> Activity
Scan the entries below for the word "Wooldale", then copy each line that holds it.

> Stored entries
------------------------------------------------

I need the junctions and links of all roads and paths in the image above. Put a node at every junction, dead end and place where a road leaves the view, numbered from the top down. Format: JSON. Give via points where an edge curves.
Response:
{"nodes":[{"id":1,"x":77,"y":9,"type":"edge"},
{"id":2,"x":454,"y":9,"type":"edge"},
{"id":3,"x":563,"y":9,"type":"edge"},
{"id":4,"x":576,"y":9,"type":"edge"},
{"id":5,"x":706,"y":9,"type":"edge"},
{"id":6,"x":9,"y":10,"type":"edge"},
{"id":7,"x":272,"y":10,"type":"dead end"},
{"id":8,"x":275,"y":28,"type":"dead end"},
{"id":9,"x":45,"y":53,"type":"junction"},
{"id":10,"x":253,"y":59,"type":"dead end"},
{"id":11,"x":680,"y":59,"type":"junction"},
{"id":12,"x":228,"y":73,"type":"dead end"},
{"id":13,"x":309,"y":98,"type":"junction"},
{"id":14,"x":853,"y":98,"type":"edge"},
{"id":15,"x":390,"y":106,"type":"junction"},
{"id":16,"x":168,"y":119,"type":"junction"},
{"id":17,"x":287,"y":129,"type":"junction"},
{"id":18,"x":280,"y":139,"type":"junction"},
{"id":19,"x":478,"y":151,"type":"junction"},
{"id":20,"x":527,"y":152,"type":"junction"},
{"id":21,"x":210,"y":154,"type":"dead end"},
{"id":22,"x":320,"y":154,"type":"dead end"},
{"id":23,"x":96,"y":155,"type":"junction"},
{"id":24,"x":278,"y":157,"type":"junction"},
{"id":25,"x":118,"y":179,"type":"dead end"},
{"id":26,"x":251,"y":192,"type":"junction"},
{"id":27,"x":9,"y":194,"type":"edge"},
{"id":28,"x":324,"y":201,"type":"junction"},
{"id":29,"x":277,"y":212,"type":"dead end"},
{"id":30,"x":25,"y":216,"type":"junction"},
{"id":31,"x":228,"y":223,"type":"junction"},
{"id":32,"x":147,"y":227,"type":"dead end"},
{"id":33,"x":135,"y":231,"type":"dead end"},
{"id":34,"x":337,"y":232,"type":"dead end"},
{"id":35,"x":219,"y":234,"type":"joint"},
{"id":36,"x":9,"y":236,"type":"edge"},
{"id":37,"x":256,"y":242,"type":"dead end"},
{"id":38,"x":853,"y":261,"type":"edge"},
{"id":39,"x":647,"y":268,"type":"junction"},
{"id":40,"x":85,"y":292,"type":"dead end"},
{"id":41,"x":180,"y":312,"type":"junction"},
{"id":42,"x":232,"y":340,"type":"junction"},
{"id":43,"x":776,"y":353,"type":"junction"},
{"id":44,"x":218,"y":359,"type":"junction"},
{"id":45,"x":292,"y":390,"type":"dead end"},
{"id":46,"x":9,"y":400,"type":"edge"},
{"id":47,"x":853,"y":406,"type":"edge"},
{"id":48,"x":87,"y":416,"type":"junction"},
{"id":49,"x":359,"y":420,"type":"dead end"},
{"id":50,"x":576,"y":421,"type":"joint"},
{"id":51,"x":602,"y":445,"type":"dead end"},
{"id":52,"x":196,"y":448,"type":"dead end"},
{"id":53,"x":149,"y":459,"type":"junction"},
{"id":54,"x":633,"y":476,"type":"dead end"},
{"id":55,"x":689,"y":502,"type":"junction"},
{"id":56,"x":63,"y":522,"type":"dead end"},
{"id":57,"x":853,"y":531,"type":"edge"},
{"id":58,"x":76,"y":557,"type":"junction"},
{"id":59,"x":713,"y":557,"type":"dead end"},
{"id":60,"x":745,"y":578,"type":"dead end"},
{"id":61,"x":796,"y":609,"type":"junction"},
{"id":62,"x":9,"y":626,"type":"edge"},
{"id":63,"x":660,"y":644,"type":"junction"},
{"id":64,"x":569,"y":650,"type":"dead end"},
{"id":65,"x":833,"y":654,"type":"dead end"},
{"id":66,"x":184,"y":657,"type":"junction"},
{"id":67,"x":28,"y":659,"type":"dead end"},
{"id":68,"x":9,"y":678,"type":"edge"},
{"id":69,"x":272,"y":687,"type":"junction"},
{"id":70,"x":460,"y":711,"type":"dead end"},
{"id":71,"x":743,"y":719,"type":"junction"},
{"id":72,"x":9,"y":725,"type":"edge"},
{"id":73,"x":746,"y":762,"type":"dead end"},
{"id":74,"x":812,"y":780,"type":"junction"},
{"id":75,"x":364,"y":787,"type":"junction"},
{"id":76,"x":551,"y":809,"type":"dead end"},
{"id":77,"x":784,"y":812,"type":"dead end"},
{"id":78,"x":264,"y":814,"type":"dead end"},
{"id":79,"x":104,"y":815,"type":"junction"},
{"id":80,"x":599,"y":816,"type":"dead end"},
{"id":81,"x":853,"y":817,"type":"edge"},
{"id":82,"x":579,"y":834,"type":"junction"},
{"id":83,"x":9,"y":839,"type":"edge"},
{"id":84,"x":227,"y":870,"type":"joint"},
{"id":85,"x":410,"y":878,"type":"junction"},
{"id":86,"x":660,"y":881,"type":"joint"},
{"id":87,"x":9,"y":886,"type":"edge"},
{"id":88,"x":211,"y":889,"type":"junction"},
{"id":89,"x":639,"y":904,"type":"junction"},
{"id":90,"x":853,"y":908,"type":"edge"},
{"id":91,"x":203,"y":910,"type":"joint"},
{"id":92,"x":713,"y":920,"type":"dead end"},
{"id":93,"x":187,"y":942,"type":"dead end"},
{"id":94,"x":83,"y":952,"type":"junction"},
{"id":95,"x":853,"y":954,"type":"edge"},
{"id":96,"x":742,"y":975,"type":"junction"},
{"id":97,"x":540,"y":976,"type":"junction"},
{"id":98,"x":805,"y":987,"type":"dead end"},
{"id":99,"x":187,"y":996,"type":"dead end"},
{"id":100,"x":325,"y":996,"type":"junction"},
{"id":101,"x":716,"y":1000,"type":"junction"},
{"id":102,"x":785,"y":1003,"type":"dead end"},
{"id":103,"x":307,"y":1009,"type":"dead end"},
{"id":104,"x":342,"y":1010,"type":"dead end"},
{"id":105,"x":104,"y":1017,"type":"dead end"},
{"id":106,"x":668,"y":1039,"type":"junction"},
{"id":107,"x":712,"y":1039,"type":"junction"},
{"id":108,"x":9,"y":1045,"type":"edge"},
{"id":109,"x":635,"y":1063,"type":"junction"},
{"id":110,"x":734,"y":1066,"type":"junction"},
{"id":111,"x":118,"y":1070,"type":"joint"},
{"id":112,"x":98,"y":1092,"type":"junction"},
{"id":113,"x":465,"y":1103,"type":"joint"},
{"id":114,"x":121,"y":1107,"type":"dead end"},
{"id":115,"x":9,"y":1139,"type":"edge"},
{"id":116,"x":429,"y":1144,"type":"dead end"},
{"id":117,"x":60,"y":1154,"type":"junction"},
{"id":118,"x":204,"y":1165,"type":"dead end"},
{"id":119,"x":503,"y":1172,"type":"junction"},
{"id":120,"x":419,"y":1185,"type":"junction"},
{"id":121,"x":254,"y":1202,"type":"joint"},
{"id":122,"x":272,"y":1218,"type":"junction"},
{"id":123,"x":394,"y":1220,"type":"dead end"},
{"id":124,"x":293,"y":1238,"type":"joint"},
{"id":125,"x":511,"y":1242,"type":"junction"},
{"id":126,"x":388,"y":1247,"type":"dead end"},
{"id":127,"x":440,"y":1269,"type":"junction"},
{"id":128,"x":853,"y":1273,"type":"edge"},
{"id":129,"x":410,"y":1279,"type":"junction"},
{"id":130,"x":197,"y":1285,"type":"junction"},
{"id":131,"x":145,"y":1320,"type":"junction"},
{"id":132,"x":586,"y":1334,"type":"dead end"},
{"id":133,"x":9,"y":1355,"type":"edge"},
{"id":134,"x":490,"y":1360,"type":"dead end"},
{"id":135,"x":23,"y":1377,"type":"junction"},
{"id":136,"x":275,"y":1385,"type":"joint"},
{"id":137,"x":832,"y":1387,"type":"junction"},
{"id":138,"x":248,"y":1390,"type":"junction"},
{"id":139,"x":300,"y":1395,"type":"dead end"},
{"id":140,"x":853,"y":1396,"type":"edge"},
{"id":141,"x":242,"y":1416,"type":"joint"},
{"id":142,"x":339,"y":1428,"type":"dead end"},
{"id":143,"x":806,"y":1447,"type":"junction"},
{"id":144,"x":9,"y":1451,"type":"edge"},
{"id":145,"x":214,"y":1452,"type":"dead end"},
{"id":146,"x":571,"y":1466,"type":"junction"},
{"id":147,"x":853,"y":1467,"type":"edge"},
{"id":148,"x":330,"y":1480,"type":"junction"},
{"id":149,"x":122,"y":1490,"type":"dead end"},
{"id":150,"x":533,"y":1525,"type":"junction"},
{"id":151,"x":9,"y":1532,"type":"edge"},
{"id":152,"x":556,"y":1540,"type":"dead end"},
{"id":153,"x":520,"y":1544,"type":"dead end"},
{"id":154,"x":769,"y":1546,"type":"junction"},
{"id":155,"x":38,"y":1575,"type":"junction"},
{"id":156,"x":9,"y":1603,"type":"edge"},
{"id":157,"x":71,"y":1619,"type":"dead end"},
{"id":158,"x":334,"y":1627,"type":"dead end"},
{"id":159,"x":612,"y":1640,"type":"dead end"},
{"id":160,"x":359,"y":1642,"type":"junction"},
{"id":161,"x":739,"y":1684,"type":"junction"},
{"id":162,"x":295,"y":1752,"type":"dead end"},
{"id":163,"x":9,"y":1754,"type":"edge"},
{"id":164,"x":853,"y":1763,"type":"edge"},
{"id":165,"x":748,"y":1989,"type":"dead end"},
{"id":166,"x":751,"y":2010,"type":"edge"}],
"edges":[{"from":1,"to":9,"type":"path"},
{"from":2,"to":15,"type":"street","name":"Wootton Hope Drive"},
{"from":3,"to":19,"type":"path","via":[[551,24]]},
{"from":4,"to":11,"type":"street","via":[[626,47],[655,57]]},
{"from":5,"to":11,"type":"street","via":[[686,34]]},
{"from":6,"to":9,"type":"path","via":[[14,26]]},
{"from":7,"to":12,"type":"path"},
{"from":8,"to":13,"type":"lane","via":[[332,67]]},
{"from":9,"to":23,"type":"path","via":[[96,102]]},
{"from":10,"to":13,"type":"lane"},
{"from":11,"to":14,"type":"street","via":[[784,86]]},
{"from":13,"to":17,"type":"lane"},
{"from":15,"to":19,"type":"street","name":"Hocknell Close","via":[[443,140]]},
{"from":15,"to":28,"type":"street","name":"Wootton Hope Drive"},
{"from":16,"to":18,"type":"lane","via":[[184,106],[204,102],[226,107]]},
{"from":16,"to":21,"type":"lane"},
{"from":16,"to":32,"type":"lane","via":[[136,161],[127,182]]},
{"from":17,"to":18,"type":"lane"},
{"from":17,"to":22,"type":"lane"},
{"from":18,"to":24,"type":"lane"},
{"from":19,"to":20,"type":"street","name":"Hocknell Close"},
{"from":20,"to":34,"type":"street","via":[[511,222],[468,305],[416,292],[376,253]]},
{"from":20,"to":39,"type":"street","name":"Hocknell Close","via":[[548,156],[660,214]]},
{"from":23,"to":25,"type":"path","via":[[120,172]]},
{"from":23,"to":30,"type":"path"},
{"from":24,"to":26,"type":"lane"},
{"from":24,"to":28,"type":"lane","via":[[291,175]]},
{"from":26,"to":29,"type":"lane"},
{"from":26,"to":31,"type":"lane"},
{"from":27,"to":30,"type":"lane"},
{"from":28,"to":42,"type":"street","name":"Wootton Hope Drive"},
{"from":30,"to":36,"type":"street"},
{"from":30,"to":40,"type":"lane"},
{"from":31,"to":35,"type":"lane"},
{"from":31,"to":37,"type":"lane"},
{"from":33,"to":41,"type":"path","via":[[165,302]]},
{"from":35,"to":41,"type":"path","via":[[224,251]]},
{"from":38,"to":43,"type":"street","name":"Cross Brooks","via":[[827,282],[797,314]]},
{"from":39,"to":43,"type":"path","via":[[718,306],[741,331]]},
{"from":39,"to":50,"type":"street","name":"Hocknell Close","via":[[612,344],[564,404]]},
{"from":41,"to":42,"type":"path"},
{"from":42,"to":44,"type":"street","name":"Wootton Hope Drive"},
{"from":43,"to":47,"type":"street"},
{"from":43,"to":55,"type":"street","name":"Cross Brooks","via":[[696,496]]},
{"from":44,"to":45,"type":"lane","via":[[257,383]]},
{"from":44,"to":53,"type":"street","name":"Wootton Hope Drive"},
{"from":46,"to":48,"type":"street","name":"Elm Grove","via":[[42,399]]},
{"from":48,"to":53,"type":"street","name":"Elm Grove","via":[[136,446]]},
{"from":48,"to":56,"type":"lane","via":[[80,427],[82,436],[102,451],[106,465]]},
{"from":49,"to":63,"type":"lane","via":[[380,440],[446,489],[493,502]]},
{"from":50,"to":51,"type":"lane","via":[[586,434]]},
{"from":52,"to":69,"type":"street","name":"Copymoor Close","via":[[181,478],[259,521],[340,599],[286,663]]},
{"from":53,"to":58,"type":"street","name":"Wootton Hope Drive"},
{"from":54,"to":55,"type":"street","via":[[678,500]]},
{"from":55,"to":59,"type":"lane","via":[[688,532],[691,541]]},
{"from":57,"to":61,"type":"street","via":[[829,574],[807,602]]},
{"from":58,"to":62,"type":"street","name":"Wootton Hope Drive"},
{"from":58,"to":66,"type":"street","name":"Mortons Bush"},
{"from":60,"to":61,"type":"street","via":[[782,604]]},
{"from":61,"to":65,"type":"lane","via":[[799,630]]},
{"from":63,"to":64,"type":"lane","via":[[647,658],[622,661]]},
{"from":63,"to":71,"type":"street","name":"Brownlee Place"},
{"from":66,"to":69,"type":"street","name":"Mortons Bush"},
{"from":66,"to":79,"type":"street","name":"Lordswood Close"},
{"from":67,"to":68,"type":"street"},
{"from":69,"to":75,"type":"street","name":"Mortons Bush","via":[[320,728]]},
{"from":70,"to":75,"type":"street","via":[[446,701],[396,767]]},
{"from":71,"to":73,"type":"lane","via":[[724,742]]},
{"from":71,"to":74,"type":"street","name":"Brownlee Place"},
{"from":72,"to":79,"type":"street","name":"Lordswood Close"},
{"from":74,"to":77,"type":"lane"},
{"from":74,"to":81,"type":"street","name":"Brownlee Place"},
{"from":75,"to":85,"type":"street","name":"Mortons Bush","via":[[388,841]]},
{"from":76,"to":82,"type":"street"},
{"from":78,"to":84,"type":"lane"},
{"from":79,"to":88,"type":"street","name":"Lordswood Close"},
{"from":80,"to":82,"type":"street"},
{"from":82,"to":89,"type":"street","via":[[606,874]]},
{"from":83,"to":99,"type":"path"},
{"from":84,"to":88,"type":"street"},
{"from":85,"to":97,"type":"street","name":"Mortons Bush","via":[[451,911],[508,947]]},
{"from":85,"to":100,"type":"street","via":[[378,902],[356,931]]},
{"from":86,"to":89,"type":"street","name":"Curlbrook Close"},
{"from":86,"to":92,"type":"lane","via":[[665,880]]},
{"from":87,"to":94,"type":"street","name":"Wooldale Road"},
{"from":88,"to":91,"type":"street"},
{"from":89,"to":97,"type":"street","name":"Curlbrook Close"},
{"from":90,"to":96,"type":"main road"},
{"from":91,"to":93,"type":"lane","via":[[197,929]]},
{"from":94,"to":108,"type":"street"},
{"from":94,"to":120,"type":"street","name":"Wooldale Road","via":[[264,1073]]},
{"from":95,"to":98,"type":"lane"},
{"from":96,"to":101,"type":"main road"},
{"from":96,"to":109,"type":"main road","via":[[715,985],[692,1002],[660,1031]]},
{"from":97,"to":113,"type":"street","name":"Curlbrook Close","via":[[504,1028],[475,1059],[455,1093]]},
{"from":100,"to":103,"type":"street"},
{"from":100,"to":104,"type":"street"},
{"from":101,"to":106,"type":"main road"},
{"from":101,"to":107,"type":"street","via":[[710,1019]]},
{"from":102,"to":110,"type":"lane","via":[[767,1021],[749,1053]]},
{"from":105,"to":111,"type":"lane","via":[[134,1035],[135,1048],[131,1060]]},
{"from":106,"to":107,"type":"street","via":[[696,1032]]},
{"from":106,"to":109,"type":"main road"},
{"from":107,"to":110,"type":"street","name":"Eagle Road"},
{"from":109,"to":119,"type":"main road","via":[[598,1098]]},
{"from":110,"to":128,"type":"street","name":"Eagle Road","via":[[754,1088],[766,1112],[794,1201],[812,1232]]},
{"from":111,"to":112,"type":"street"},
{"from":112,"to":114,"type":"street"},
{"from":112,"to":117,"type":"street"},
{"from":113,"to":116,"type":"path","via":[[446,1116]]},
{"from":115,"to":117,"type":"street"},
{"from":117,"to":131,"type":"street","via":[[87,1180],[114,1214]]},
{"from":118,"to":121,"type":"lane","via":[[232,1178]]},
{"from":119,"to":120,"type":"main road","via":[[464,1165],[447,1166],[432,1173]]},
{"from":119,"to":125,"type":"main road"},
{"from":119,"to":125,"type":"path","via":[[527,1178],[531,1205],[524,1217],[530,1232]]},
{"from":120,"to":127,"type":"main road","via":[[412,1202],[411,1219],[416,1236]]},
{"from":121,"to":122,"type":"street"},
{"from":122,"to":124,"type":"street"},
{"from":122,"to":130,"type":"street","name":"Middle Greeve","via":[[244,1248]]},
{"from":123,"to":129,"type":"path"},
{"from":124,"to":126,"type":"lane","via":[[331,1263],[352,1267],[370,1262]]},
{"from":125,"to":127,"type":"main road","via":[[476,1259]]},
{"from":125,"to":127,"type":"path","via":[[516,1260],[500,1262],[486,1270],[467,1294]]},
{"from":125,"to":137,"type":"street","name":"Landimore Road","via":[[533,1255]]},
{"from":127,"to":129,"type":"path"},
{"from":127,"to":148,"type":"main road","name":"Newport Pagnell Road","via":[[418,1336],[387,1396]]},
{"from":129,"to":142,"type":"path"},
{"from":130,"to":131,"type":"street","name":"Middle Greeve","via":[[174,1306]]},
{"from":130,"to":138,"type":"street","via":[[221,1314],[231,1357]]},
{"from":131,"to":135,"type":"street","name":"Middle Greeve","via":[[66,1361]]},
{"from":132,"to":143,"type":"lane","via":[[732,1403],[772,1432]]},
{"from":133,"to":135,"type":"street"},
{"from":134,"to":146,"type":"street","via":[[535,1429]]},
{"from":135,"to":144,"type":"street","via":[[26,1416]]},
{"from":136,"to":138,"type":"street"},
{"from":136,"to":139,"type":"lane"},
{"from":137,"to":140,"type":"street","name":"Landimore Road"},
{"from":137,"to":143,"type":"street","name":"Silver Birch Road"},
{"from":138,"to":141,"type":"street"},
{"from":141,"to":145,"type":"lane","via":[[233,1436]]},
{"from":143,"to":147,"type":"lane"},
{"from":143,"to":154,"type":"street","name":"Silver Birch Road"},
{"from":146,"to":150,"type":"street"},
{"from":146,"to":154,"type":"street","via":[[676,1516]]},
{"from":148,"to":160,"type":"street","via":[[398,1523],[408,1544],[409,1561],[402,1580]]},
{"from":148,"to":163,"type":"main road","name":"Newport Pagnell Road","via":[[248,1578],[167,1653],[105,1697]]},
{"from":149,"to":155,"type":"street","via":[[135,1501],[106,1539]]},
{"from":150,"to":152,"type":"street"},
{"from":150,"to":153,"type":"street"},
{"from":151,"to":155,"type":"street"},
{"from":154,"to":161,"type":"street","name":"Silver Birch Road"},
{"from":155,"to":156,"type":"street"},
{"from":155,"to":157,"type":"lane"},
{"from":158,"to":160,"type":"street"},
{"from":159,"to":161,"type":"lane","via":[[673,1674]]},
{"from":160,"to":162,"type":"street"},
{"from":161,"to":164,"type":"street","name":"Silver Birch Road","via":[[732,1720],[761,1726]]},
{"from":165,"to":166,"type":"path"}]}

------------------------------------------------

> Reply to the exercise
{"from":87,"to":94,"type":"street","name":"Wooldale Road"},
{"from":94,"to":120,"type":"street","name":"Wooldale Road","via":[[264,1073]]},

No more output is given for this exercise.